» **AIM OF THE EXERCISE**
Set down the full listing exactly as given. Any pictures are to be left out.

---

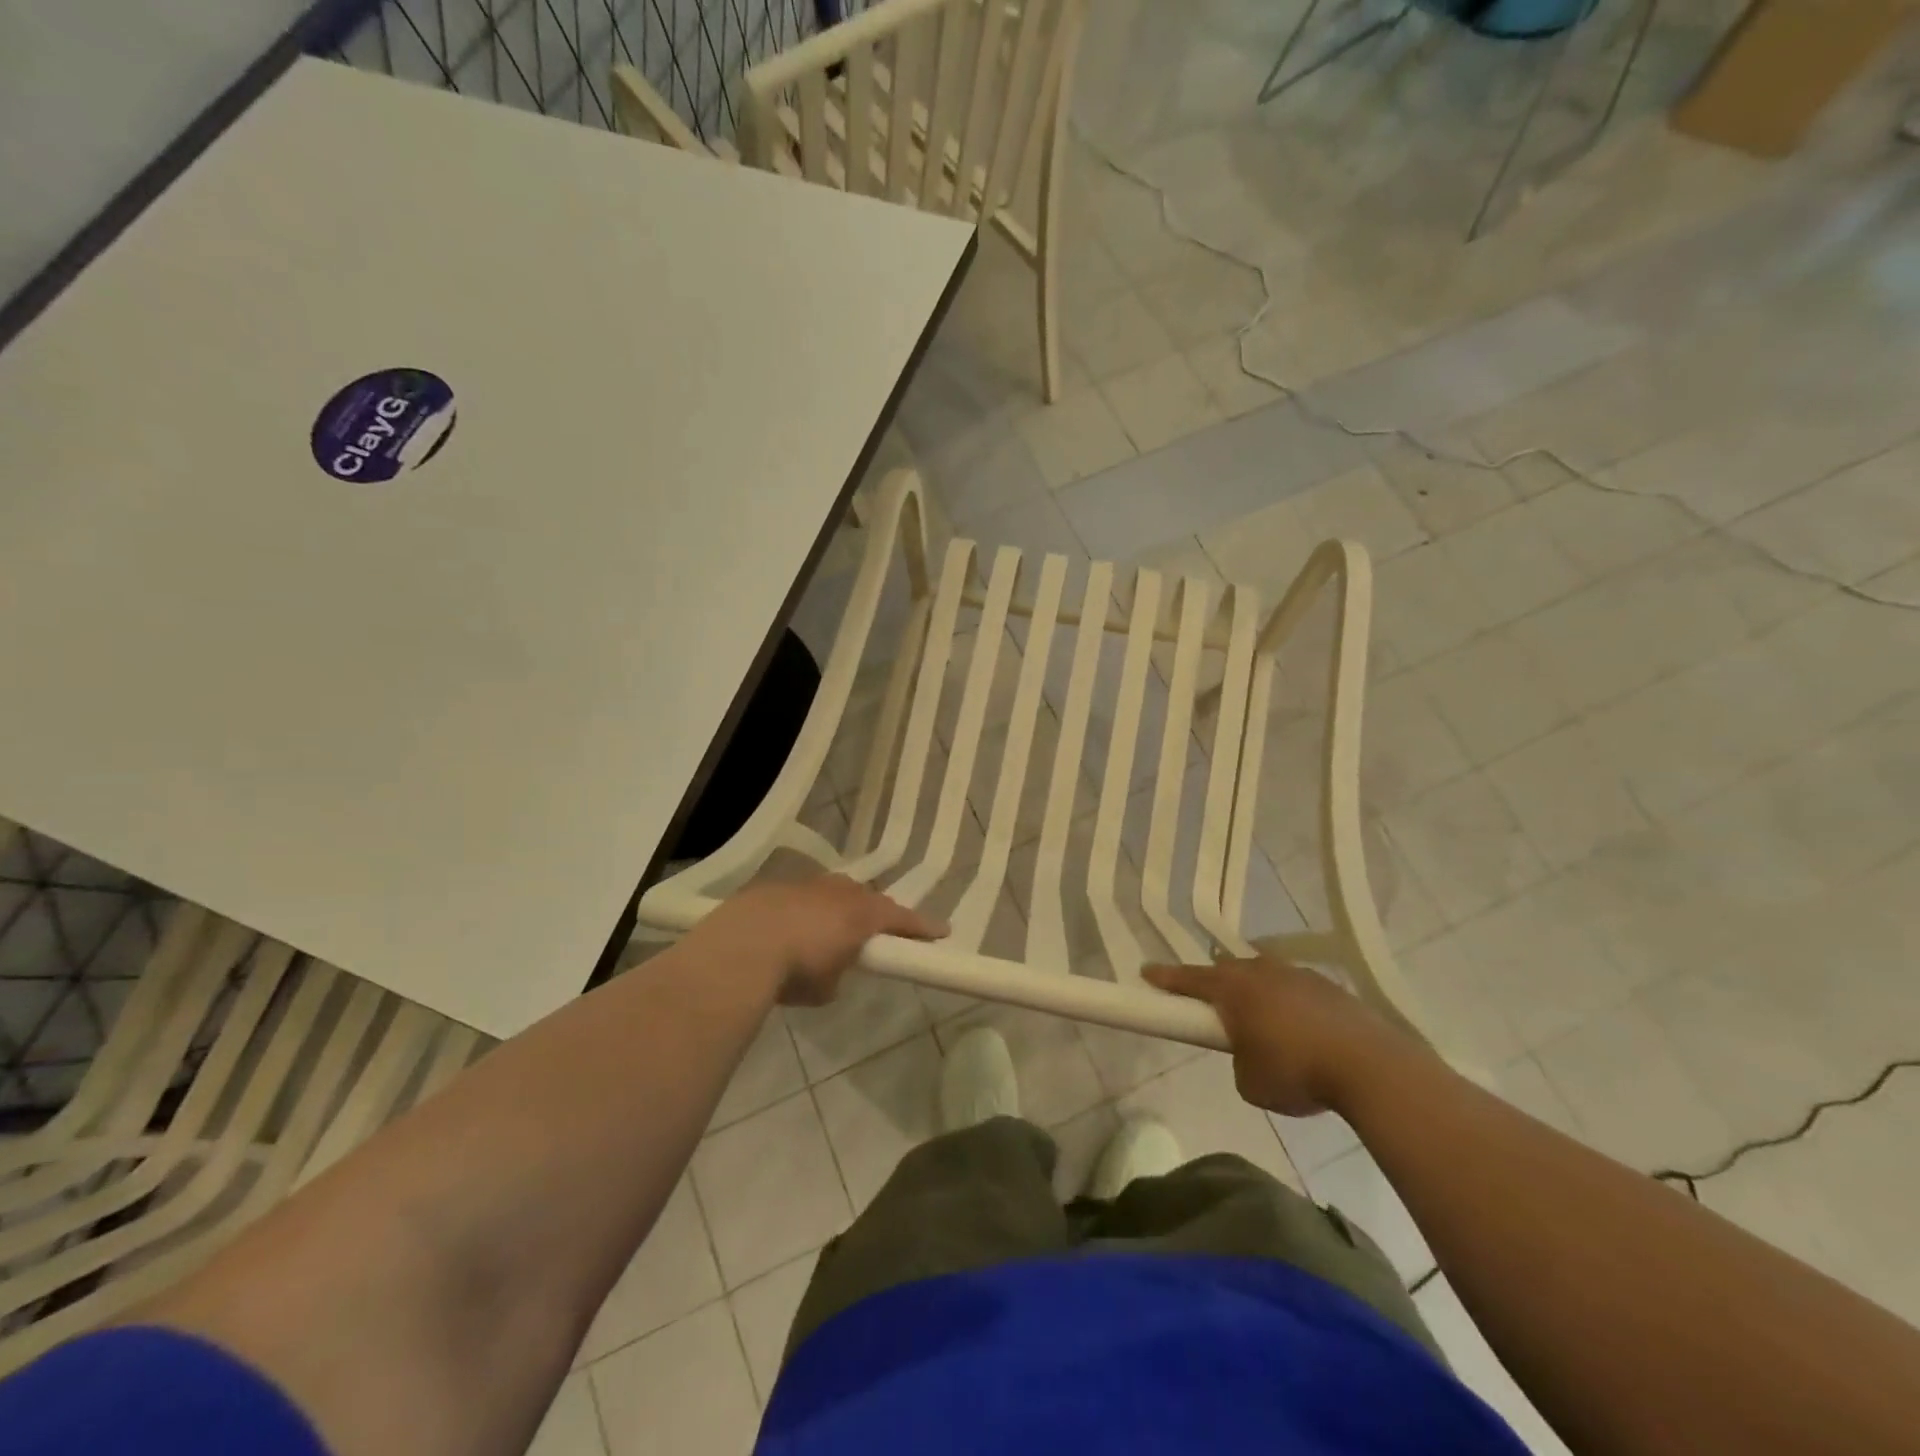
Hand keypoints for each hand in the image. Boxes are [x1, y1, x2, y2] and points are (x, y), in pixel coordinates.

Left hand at [692, 875, 945, 1006]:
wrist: (742, 945)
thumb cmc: (797, 969)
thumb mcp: (827, 986)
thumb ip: (839, 972)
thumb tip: (832, 969)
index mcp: (862, 914)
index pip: (901, 918)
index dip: (922, 927)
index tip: (942, 932)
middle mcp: (839, 892)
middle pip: (868, 898)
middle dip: (875, 913)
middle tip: (878, 930)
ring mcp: (806, 885)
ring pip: (834, 892)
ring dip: (838, 907)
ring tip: (831, 928)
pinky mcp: (776, 887)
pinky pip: (803, 897)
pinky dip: (805, 911)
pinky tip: (791, 928)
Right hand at [1144, 955, 1409, 1116]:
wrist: (1371, 1068)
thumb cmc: (1297, 1072)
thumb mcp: (1250, 1082)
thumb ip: (1239, 1061)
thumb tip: (1250, 1053)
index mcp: (1235, 990)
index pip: (1190, 979)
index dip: (1167, 978)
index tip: (1147, 972)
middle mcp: (1263, 973)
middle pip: (1228, 969)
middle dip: (1215, 982)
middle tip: (1209, 1001)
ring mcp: (1299, 976)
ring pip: (1264, 974)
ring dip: (1255, 989)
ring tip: (1258, 1016)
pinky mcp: (1330, 988)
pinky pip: (1295, 987)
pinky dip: (1288, 1001)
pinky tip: (1299, 1026)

---

» **ANSWER TO THE PROBLEM**
Hand keypoints for each hand in the image. Boxes are [x1, y1, x2, y2] and points are (x, y), in pixel coordinates.

Left hand at [692, 875, 945, 1006]:
wrist: (742, 945)
thumb cmc: (797, 969)
thumb mcp: (827, 986)
thumb ip: (839, 972)
thumb tip: (832, 969)
index mcp: (862, 914)
index pip: (901, 918)
index dip: (922, 927)
index tip: (942, 932)
middle mcp: (839, 892)
middle pip: (868, 898)
middle dip: (875, 913)
middle tip: (878, 930)
ring mcp: (806, 885)
ring pip: (834, 892)
ring dip: (838, 907)
ring tip: (831, 928)
pinky mcp: (776, 887)
pinky pip: (803, 897)
pinky dip: (805, 911)
pinky tip: (791, 928)
Right hand at [1144, 955, 1409, 1116]:
wrist: (1371, 1068)
thumb cmc: (1297, 1072)
thumb mcp: (1250, 1082)
thumb ip: (1239, 1061)
thumb tip: (1250, 1053)
index mcp: (1235, 990)
index pip: (1190, 979)
index dip: (1167, 978)
index tip: (1147, 972)
middle mcp: (1263, 973)
middle pip: (1228, 969)
middle dip: (1215, 982)
middle tip: (1209, 1001)
ring mcp: (1299, 976)
ring pip: (1264, 974)
ring dip: (1255, 989)
ring tip: (1258, 1016)
pinky mcp: (1330, 988)
pinky pip: (1295, 987)
pinky dip: (1288, 1001)
pinky tip: (1299, 1026)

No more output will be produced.